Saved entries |
______
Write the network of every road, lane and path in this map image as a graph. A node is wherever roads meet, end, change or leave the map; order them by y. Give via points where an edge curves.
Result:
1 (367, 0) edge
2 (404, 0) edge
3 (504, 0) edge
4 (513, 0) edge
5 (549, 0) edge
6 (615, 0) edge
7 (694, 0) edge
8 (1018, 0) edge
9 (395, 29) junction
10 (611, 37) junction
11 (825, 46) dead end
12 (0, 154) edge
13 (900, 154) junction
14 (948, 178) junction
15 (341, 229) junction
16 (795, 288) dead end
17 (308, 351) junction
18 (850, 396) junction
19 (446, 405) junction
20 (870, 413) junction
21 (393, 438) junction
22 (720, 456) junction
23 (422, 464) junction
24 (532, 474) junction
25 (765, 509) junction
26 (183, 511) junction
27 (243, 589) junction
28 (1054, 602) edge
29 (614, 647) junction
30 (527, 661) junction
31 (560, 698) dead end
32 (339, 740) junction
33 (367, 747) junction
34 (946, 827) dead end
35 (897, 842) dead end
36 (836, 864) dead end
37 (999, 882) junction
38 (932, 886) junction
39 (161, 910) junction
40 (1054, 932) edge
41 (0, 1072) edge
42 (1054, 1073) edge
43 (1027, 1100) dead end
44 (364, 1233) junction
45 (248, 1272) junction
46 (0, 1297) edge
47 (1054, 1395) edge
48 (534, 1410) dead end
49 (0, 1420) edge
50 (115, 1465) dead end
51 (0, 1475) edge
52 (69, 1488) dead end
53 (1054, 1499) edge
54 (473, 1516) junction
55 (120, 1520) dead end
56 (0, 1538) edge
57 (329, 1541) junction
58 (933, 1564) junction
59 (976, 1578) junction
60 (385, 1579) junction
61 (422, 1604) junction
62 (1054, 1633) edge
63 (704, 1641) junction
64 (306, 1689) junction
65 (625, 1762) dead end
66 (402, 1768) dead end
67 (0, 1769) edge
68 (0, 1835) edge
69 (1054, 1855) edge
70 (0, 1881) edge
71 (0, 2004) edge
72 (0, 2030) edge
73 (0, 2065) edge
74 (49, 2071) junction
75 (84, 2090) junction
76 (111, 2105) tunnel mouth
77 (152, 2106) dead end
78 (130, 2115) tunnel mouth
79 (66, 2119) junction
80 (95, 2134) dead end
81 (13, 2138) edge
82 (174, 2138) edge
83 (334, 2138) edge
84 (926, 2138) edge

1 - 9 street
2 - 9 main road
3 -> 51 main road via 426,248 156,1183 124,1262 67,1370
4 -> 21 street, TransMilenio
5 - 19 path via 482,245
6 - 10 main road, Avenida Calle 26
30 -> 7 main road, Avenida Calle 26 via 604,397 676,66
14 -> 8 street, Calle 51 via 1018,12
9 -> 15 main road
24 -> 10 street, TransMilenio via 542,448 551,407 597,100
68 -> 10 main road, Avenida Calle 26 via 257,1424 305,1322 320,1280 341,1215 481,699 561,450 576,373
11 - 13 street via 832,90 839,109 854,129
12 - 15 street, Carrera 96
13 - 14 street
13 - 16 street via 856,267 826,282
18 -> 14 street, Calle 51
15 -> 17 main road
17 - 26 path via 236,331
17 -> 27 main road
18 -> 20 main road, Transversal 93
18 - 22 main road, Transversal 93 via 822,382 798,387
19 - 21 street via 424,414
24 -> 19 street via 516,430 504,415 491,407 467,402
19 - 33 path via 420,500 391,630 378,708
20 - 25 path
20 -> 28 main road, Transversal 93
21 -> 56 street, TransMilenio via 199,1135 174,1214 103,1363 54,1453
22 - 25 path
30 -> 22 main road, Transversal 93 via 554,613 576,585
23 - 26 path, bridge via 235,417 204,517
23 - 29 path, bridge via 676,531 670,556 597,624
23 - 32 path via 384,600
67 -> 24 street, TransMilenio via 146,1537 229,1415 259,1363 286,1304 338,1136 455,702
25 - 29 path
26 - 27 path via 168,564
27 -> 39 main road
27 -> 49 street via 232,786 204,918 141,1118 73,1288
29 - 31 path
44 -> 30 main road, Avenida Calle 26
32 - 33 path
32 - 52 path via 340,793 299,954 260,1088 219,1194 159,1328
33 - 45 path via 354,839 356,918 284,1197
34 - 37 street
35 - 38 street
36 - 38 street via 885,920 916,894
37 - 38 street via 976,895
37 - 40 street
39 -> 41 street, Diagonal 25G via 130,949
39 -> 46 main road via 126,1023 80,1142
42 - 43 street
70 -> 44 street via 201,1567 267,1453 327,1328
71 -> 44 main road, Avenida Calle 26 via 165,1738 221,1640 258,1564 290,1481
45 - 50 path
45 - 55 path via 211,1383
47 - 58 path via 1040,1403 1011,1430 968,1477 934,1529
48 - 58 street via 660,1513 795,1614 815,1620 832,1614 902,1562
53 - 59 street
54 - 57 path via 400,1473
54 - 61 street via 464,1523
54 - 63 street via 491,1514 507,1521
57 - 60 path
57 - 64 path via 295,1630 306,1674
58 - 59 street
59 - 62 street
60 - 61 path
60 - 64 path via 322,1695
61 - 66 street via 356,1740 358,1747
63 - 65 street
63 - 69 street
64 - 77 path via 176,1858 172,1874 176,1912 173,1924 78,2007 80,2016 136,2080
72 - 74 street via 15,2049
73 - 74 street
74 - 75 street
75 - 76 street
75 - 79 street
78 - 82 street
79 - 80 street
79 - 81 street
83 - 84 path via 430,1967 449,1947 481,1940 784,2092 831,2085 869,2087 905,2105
______
WHAT THE EXERCISE ASKS |
Find and copy each line above holding "TransMilenio".

RESPONSE AREA |
4 -> 21 street, TransMilenio
24 -> 10 street, TransMilenio via 542,448 551,407 597,100
21 -> 56 street, TransMilenio via 199,1135 174,1214 103,1363 54,1453
67 -> 24 street, TransMilenio via 146,1537 229,1415 259,1363 286,1304 338,1136 455,702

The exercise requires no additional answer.